Scientists and Others—Hornykiewiecz and Parkinsons

Ocean County Observer

May 21 1984

 

Many people believe that the greatest contributions to medical science emanate from doctors or biologists, physiologists or pharmacologists. But not so. It was milkmaids that clued Jenner into vaccination, and morphine was drafted into medicine after some housewives noted that poppy seed extract, which gave rise to morphine, made a great soup with which to quiet the kids for the afternoon nap. Digitalis was extracted from foxglove and the Indians did a job on cinchona bark to derive predecessors of quinine.

 

Two firemen put together the clues that led to the discovery of the Extra Strength Tylenol tampering, and a retired legionnaire provided the clues that led to the discovery of Legionnaire’s disease.

 

Not too long ago medical science got a big lift from the male homosexual community in which AIDS dwells.
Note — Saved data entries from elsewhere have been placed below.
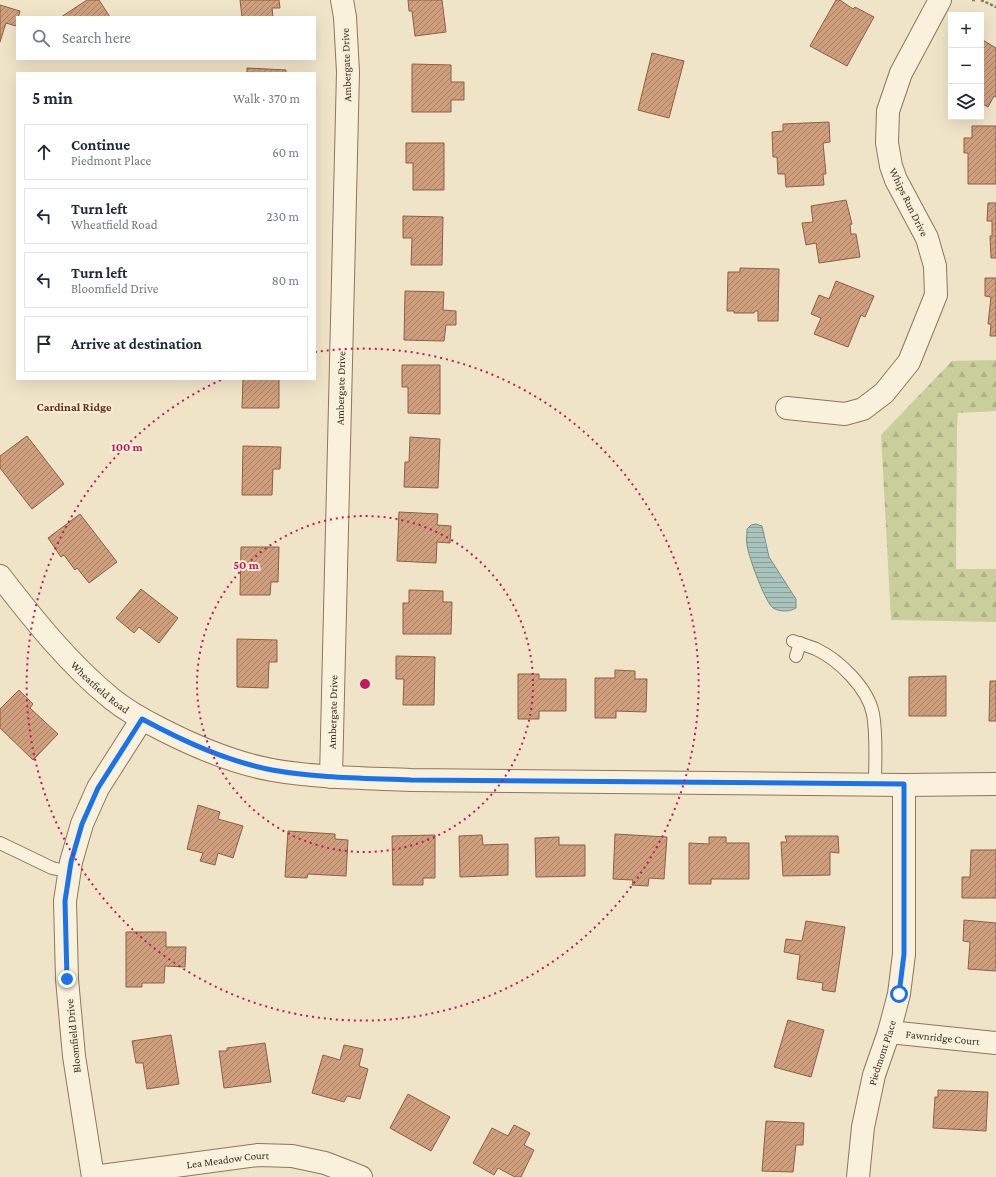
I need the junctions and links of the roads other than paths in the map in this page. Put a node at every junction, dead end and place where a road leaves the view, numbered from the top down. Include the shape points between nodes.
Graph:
1 (342, 0) edge
2 (940, 0) edge
3 (787, 408) dead end
4 (0, 576) edge
5 (796, 656) dead end
6 (142, 719) junction
7 (331, 777) junction
8 (875, 784) junction
9 (904, 784) junction
10 (996, 784) edge
11 (0, 843) edge
12 (70, 872) junction
13 (889, 1032) junction
14 (996, 1043) edge
15 (93, 1177) edge
16 (360, 1177) edge
17 (858, 1177) edge

1 - 7 street, Ambergate Drive via 348,72
2 - 3 street, Whips Run Drive via 901,73 888,111 887,143 890,166 927,238 935,266 936,295 909,362 884,393 863,409 845,414
4 - 6 street, Wheatfield Road via 68,658 113,700
5 - 8 lane via 796,642 816,649 836,662 868,697 874,719
6 - 7 street, Wheatfield Road via 179,739 224,757 271,769
6 - 12 street, Bloomfield Drive via 98,788 82,824
7 - 8 street, Wheatfield Road
8 - 9 street, Wheatfield Road
9 - 10 street, Wheatfield Road
9 - 13 street, Piedmont Place via 904,954 899,994
11 - 12 lane via 52,868
12 - 15 street, Bloomfield Drive via 65,901 67,979 74,1056
13 - 14 street, Fawnridge Court
13 - 17 street, Piedmont Place via 874,1075 864,1120
15 - 16 street, Lea Meadow Court via 258,1155 292,1156 325,1163

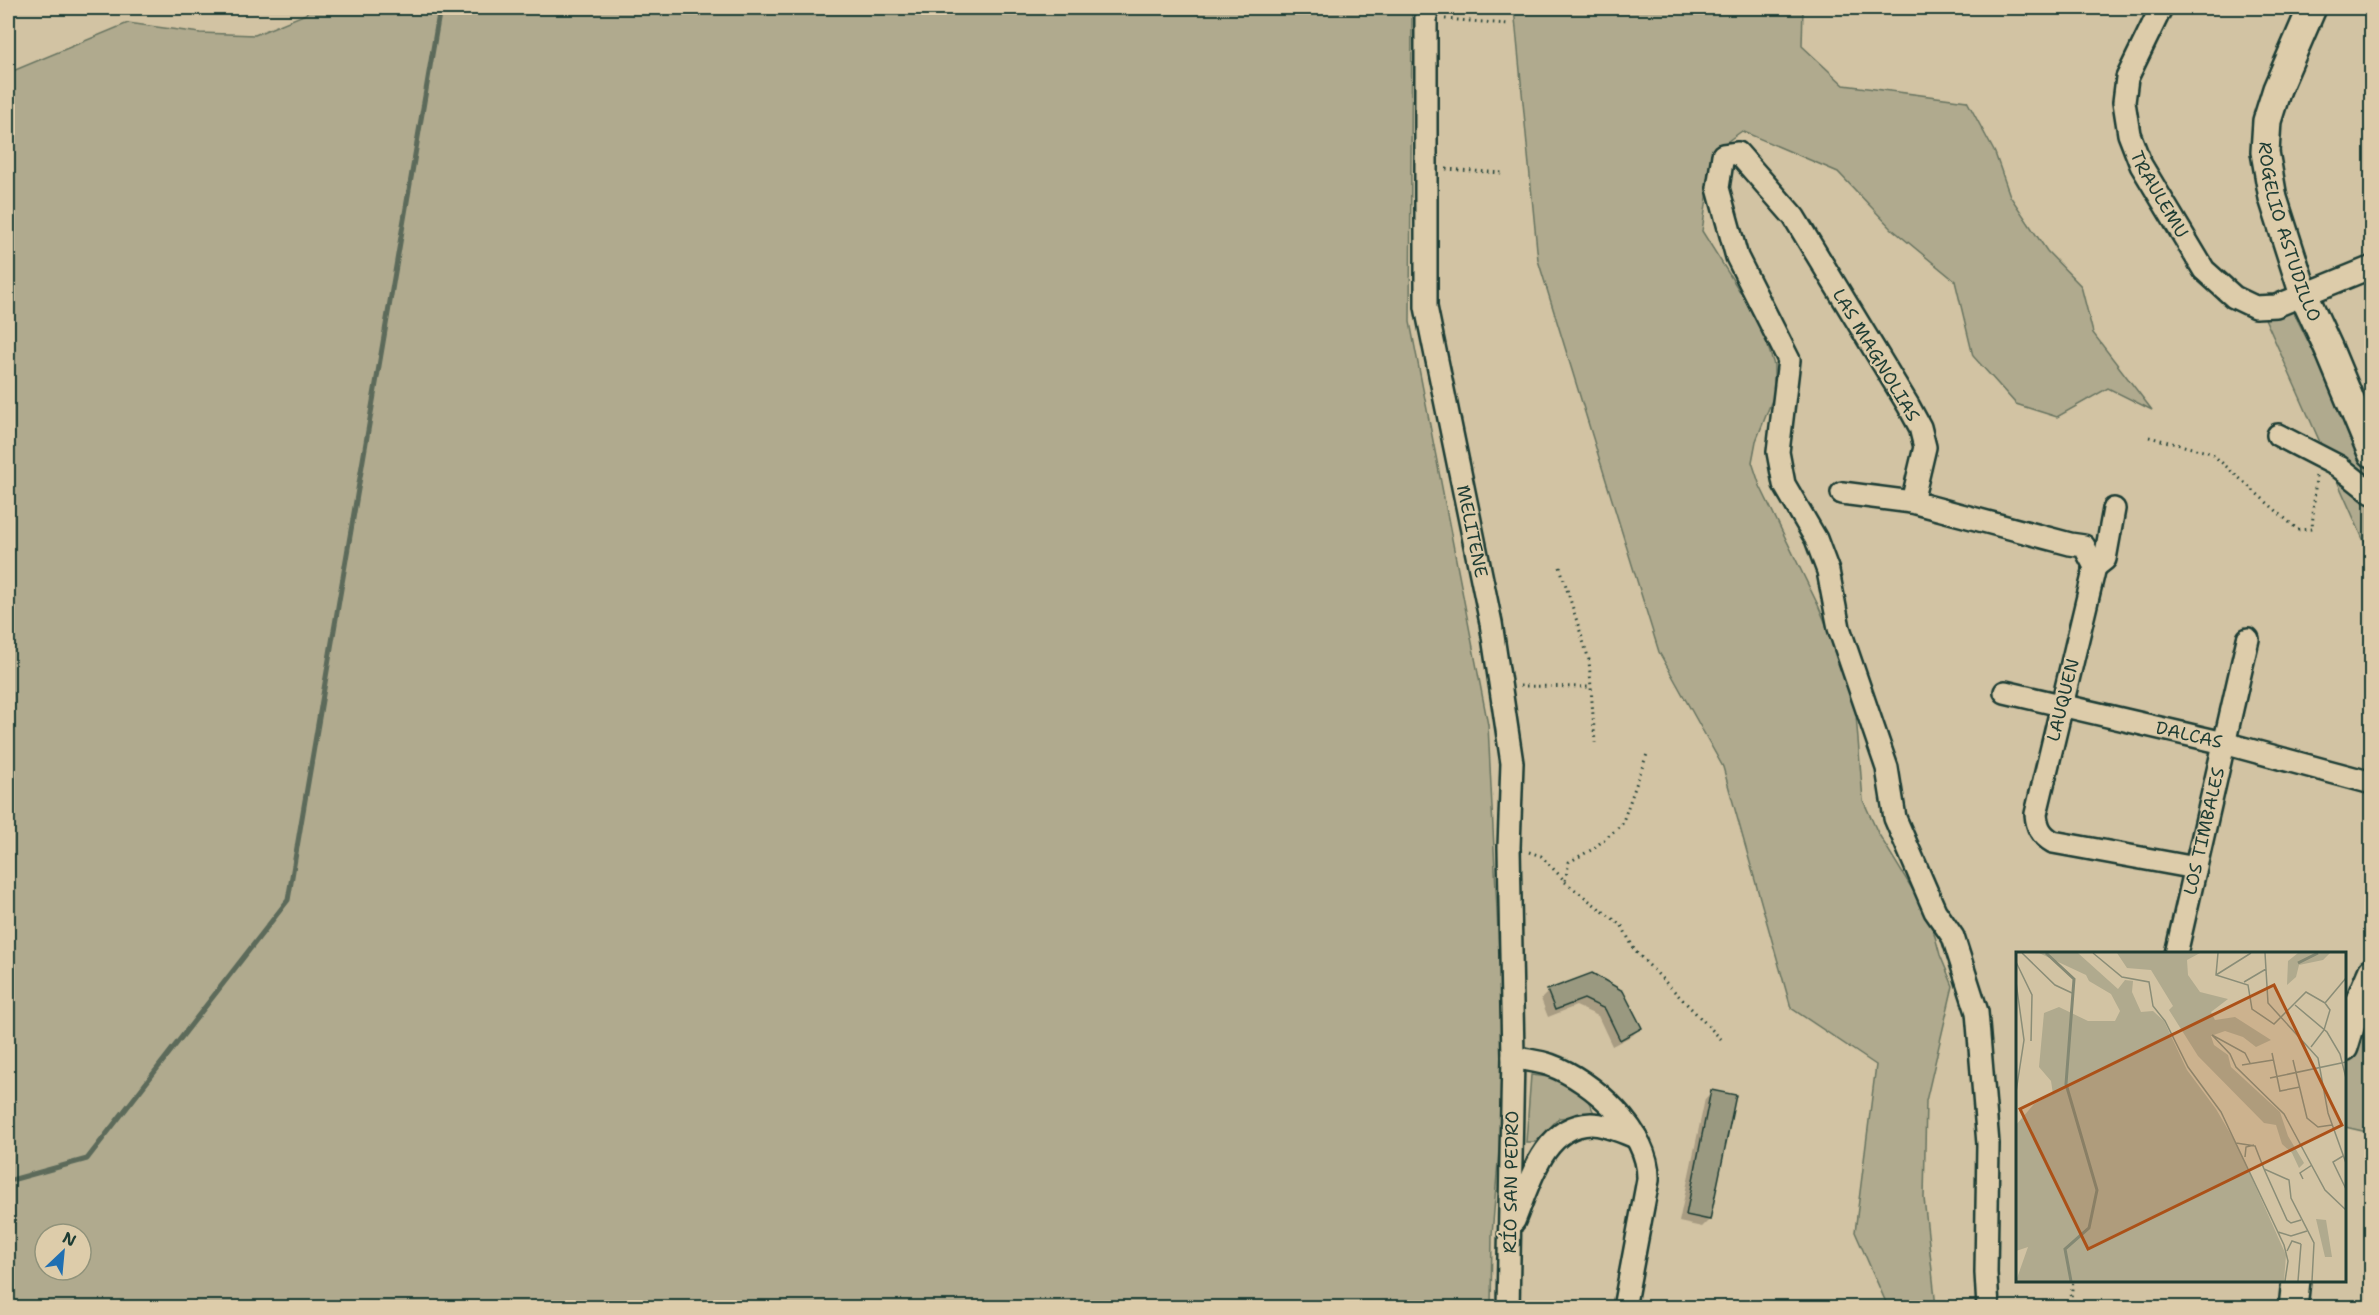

Now the street people are helping again, giving a big boost to medical science by providing the chemical that will help create an experimental model of Parkinson’s Disease.

 

Parkinson’s Disease is a unique malady. It is seen commonly in the elderly as a result of degenerative changes in two areas of the brain, the substantia nigra, a black body rich in the precursor of DOPA (which palliates the symptoms of Parkinson’s) and it was also seen in middle aged in droves about 20 years after the great encephalitis epidemic that followed the fatal flu of 1918. The virus of encephalitis became dormant for 20 years and when it finally came back to life it found itself in the substantia nigra which it promptly nibbled at until symptom of Parkinson’s developed.

 

In 1957 a young Ph.D. scientist, whose name is ignored in the medical literature, (Hornykiewicz, a Pole working in Austria) proved that DOPA, an eventual product of the substantia nigra, was present in inadequate quantities in patients with Parkinson’s, and he suggested that DOPA be artificially supplied. Most of the credit for this epochal change in the treatment of Parkinson’s went to George Cooties MD, then at Brookhaven National Laboratories who performed the clinical trials that proved Hornykiewiecz to have been correct.

 

Lo and behold, just as the medical community pats itself on the back because of its contributions to the study of Parkinson’s, street addicts (angels with dusted dirty faces) started coming down with a severe form of Parkinson’s that resulted from a contaminating chemical in the drugs they were shooting up. The first case occurred (as reported in Science May 13, 1984) in a young chemist who had been an addict since age 13 and who tried to fabricate meperidine in his home laboratory. After a few batches, he tried to speed up the process and inadvertently produced something called NMPTP (otherwise known as N – methyl-4 phenyl-1236 tetra-hydro-pyridine, which selectively destroys cells of the substantia nigra. Since then several other street addicts have taken contaminated stuff and ended up with Parkinson’s or a dead ringer. The main fallout of these remarkable events is that the chemical when given to monkeys produces Parkinson-like symptoms, so an animal model of this disease is finally available. So much the worse for monkeys who by and large deserve a better fate. And perhaps so much the better for Parkinson victims; and of course three cheers for the unfortunate addicts whose last defiant anti-social act was to create for mankind and the science of medicine a means for probing, and perhaps curing the dread Parkinson’s disease.